Figure 1a illustrates the generation of ultrahigh order wave-mixing photons resulting from the superposition of an intense fundamental field with a cycle-averaged intensity of \({I}_{1}\approx 1\times {10}^{13}\,{{{{\rm{W}}}}/{{{\rm{cm}}}}}^{2}\) and a weak second-harmonic field with an intensity of \({I}_{2}\approx 1\times {10}^{12}\,{{{{\rm{W}}}}/{{{\rm{cm}}}}}^{2}\). This phenomenon occurs when the two fields are arranged at the crossing angle of \(\theta \approx 18\,{{{\rm{mrad}}}}\) and time zero, for details see Supplementary Information (SI), Section 1.1. A similar experimental arrangement has been previously discussed in the context of ultrahigh wave-mixing measurements in the gas phase45. Compared to conventional collinear pump-probe geometry, this noncollinear configuration offers several advantages, including background-free measurements by avoiding two-photon sideband absorption and energy overlap under two-color field conditions, as well as the capability for momentum- and parity-resolved high-harmonic generation (HHG) spectral measurements.

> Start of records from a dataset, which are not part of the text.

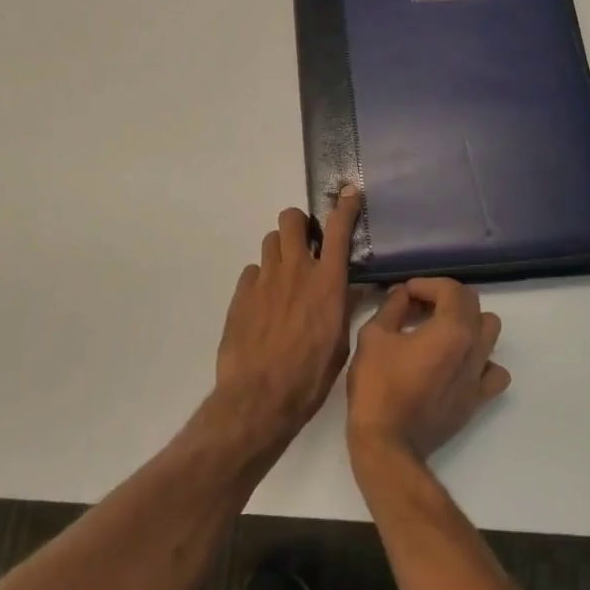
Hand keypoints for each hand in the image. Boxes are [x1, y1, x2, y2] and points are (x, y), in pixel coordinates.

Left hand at [210, 187, 360, 454]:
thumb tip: (347, 290)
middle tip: (305, 243)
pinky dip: (261, 280)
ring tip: (285, 276)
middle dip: (299, 224)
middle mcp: (295, 270)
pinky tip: (265, 304)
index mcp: (327, 281)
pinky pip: (252, 272)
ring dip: (280, 250)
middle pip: (291, 219)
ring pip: (270, 241)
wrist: (260, 398)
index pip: (338, 229)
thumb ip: (341, 307)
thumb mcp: (340, 342)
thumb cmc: (310, 376)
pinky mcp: (241, 295)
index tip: (347, 192)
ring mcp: (264, 280)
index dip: (344, 206)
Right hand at [346, 278, 509, 462]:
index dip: (426, 284)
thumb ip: (392, 307)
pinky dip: (482, 361)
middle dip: (445, 298)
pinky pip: (494, 371)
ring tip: (440, 331)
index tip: (405, 293)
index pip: (451, 289)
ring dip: (468, 323)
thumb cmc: (378, 386)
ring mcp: (479, 375)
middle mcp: (474, 347)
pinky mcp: (477, 399)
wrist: (387, 443)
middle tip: (417, 307)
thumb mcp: (373, 336)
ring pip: (490, 332)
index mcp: (452, 329)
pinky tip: (459, 364)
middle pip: (473, 304)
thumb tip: (403, 294)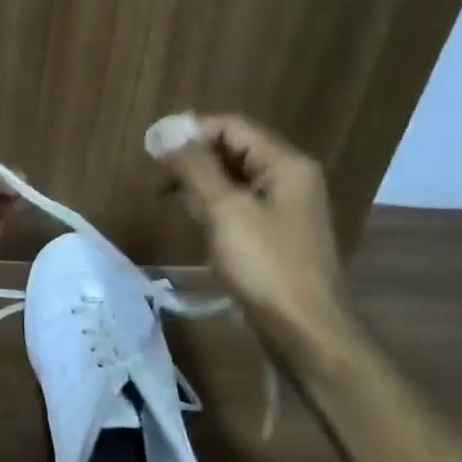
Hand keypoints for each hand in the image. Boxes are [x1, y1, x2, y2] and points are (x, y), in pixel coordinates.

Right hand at [151, 113, 359, 365]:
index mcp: (286, 164)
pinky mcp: (276, 236)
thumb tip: (166, 131)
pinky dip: (215, 207)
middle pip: (234, 150)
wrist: (307, 335)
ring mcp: (285, 209)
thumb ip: (196, 167)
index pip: (233, 126)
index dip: (192, 131)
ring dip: (201, 184)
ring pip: (234, 179)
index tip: (154, 149)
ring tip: (172, 200)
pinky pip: (240, 207)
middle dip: (194, 158)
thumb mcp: (226, 211)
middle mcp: (290, 178)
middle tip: (158, 177)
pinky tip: (197, 224)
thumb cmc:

Fig. 1: Spatiotemporally resolved ultrahigh-order wave mixing spectra.
figure 1

a Schematic representation: The \({\omega }_{1}\) beam is positioned in the horizontal plane, while \({\omega }_{2}\) the beam points downwards at an angle of θ ~ 18 mrad, forming a plane parallel to the entrance slit of the XUV spectrometer. b, c Ultra-high-order wave-mixing spectra generated from the superposition of an intense pump fundamental \({\omega }_{1}\) (800 nm) at zero time delay and the second harmonic weaker probe field (400 nm) in the α-quartz sample, with both pulses linearly polarized to the Γ-M (b) and Γ-K (c) directions of the Brillouin zone, respectively. The number inside the bracket \((m,n)\) represents the number of absorbed photons from the pump and probe pulses, respectively, i.e., \(\Omega (m,n)\propto (m{\omega }_{1}+n{\omega }_{2})\). d, e represent the noncollinear simulations considering inversion symmetry parallel to the two electric fields, either in the Γ-M (b) or Γ-K (c) directions of the Brillouin zone. The color bars are normalized to their maximum harmonic yields and presented on a logarithmic scale. The symbol × indicates the second-order diffraction signal.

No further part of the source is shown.